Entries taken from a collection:
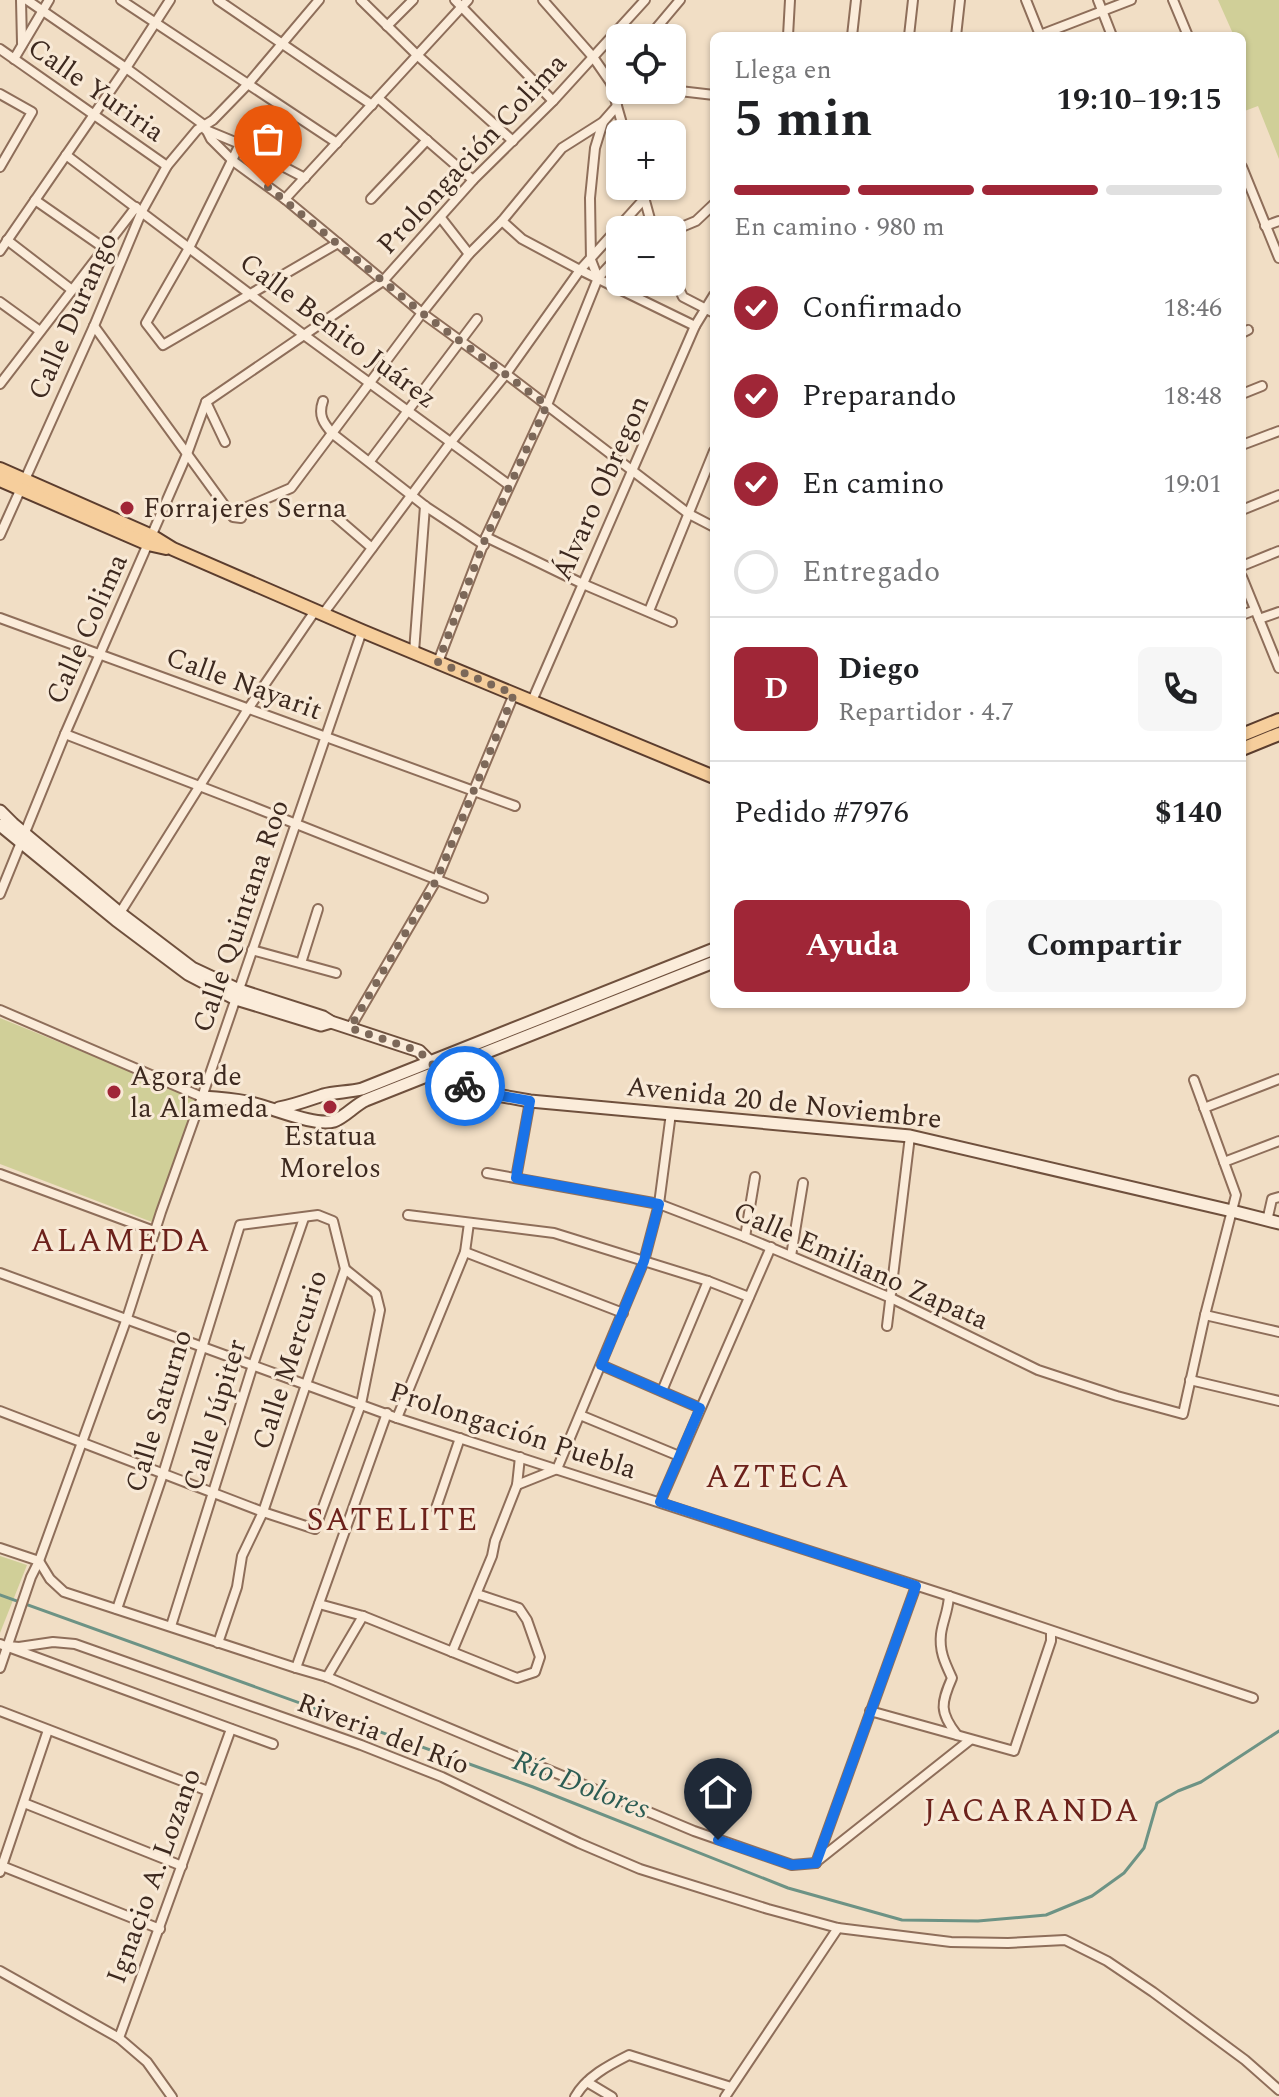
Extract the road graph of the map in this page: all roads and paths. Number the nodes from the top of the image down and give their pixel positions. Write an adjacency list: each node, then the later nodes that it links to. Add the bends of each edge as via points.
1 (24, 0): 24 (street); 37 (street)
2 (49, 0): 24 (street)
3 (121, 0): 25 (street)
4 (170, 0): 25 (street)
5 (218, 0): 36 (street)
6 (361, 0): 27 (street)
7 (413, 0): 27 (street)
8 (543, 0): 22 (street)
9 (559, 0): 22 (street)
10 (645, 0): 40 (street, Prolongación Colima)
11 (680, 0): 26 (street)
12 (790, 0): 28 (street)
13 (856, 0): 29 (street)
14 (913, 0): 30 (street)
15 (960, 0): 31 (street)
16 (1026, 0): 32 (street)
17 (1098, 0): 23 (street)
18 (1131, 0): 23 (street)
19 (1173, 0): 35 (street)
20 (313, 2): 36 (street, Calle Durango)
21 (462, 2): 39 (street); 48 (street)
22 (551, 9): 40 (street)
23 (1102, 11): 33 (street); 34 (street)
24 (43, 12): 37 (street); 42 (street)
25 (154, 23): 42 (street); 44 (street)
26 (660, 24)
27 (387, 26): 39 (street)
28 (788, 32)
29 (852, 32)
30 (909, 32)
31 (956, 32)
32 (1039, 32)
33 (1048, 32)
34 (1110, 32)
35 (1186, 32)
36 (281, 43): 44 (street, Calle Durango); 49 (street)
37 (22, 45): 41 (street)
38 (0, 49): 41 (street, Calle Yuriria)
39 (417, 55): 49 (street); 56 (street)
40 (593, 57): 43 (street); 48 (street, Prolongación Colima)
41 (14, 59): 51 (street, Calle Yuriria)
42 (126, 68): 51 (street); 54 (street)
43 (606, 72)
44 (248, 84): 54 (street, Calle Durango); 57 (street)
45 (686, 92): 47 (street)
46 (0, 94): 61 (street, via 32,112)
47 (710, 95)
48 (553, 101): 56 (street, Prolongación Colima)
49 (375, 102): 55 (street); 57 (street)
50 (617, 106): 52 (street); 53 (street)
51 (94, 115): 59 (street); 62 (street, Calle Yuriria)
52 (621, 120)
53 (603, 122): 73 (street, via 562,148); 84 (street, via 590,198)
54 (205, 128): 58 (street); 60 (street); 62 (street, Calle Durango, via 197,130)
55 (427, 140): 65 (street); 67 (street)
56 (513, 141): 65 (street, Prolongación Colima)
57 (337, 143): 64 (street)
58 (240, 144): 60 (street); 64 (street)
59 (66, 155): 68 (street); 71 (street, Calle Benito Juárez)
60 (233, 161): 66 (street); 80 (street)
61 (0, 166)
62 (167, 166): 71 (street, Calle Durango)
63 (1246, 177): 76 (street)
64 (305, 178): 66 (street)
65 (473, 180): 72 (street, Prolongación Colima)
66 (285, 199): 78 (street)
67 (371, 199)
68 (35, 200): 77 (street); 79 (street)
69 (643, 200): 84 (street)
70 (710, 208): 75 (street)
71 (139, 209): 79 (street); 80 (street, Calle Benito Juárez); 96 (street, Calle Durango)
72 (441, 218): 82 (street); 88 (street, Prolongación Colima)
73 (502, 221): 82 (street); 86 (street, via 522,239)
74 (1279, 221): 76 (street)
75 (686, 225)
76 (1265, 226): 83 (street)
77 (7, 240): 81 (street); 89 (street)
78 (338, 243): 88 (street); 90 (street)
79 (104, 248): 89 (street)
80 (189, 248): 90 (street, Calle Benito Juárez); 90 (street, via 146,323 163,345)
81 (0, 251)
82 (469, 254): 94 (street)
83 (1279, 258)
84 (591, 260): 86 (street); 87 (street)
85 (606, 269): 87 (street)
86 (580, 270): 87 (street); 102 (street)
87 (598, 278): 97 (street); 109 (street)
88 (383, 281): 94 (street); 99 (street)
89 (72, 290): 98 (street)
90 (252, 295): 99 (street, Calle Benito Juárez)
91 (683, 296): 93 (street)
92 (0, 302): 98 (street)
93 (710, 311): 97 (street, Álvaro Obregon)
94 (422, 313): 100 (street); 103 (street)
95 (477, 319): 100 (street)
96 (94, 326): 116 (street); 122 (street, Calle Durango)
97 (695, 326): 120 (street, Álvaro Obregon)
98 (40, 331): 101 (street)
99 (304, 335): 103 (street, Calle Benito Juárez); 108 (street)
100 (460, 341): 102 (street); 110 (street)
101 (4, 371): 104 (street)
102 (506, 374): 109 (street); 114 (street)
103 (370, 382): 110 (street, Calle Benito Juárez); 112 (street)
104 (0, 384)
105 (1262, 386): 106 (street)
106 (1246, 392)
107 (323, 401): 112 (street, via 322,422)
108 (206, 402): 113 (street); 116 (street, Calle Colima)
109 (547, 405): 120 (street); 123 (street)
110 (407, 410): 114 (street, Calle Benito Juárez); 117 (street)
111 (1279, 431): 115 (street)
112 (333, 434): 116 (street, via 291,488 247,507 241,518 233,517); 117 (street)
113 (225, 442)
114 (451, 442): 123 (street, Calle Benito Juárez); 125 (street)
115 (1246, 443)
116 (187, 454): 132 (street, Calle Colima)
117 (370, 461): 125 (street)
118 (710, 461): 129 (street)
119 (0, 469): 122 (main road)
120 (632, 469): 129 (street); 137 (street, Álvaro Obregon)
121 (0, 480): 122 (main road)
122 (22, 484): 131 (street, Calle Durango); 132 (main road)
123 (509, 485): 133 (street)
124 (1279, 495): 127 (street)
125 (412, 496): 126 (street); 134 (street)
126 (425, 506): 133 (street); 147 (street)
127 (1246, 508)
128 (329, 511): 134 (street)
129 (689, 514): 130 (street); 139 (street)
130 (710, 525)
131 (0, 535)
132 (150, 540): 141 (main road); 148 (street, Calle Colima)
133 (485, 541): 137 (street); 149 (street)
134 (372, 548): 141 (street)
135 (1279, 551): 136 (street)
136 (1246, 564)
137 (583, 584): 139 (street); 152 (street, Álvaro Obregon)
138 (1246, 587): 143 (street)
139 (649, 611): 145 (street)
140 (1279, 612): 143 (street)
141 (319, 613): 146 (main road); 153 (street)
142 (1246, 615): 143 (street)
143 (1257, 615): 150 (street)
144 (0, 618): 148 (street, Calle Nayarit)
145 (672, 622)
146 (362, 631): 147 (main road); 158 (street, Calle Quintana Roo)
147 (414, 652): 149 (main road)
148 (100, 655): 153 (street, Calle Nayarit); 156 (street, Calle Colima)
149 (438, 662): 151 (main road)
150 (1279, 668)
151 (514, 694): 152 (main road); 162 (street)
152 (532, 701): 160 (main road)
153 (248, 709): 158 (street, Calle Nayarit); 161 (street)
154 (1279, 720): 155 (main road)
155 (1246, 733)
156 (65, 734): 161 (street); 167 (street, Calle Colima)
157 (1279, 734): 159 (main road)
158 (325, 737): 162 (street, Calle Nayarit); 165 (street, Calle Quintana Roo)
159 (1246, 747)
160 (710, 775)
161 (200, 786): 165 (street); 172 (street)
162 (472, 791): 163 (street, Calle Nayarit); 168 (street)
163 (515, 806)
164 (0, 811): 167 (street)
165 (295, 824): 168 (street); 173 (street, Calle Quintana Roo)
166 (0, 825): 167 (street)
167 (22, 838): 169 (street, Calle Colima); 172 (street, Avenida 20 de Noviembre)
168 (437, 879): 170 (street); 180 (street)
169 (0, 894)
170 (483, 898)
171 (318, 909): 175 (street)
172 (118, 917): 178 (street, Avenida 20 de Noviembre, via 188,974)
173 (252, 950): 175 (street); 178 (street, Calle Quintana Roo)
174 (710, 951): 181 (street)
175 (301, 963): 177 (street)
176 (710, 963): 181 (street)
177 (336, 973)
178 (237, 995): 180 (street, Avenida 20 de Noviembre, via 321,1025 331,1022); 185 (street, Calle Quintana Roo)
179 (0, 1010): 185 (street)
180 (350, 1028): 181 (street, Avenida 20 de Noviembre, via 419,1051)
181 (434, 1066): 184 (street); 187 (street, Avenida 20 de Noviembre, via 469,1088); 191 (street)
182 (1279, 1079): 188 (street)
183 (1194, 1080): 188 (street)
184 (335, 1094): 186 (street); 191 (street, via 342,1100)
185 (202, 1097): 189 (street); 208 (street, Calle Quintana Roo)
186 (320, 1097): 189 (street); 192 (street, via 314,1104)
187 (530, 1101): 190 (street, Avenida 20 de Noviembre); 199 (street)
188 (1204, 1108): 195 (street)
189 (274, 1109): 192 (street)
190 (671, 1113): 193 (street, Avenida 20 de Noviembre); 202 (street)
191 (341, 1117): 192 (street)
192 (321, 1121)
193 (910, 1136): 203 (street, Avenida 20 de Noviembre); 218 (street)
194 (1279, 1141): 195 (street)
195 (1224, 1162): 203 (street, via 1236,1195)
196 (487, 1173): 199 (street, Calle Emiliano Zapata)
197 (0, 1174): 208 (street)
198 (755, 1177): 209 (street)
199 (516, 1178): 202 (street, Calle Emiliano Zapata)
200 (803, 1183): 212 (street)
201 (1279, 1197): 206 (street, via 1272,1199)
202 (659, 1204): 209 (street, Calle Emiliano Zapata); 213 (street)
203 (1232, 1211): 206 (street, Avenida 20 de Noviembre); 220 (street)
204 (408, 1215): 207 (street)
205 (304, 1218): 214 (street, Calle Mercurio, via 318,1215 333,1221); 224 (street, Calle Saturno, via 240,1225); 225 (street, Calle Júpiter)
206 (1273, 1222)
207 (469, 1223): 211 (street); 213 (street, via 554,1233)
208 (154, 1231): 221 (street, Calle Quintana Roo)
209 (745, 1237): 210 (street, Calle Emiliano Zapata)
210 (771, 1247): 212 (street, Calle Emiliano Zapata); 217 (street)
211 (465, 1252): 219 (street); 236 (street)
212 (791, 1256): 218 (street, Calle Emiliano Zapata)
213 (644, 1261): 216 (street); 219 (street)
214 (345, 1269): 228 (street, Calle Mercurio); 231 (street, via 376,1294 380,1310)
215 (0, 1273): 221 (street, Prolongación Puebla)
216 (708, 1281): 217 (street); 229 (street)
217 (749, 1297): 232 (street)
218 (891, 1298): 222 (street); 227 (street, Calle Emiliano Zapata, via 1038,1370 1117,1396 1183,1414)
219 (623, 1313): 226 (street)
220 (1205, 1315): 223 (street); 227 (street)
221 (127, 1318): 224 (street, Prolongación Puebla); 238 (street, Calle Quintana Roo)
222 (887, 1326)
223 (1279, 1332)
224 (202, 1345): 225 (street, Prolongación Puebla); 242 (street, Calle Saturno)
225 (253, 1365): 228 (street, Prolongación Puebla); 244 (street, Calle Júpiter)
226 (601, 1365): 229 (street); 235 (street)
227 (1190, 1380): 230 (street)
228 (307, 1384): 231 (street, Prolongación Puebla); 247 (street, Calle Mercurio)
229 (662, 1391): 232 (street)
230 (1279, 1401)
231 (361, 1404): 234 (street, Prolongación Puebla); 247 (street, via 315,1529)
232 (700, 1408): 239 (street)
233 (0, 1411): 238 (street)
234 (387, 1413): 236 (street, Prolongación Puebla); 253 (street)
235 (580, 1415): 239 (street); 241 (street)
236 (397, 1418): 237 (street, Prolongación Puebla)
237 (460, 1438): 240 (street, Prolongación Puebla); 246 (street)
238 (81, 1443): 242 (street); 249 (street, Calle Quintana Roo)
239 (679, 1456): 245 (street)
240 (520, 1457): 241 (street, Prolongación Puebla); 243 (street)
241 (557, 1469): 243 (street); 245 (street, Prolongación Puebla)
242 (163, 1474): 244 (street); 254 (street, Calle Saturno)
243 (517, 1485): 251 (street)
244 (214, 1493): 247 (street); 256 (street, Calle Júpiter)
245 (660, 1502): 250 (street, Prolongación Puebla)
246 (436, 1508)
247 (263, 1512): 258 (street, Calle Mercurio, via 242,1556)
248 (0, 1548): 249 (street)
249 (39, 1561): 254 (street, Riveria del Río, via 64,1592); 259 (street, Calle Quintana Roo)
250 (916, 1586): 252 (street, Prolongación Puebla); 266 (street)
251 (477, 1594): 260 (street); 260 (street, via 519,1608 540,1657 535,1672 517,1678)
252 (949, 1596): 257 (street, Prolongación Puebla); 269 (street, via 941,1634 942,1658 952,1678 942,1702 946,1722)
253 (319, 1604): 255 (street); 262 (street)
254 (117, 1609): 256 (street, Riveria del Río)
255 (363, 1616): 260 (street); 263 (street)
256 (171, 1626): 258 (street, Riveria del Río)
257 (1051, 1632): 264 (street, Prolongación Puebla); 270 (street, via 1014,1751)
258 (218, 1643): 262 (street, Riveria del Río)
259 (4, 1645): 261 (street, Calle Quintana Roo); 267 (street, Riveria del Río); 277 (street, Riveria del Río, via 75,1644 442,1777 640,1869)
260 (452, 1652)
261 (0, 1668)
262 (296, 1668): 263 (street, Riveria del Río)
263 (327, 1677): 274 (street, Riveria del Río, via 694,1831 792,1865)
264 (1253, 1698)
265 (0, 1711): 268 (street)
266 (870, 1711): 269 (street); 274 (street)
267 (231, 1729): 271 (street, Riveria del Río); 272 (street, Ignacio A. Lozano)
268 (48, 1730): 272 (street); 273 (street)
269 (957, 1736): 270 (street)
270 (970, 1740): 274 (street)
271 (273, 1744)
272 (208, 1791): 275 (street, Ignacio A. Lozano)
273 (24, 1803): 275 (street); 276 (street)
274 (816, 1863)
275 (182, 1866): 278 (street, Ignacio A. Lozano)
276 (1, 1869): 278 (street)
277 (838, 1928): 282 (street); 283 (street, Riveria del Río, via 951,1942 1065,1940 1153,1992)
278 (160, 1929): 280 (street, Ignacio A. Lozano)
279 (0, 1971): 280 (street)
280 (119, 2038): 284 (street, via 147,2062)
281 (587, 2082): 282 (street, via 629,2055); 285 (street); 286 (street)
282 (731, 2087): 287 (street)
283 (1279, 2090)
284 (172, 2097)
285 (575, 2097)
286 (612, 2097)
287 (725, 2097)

_Work to complete_:
How many lines in the entries contain the string "Júpiter"? Answer with the number only.

_Answer section_:
3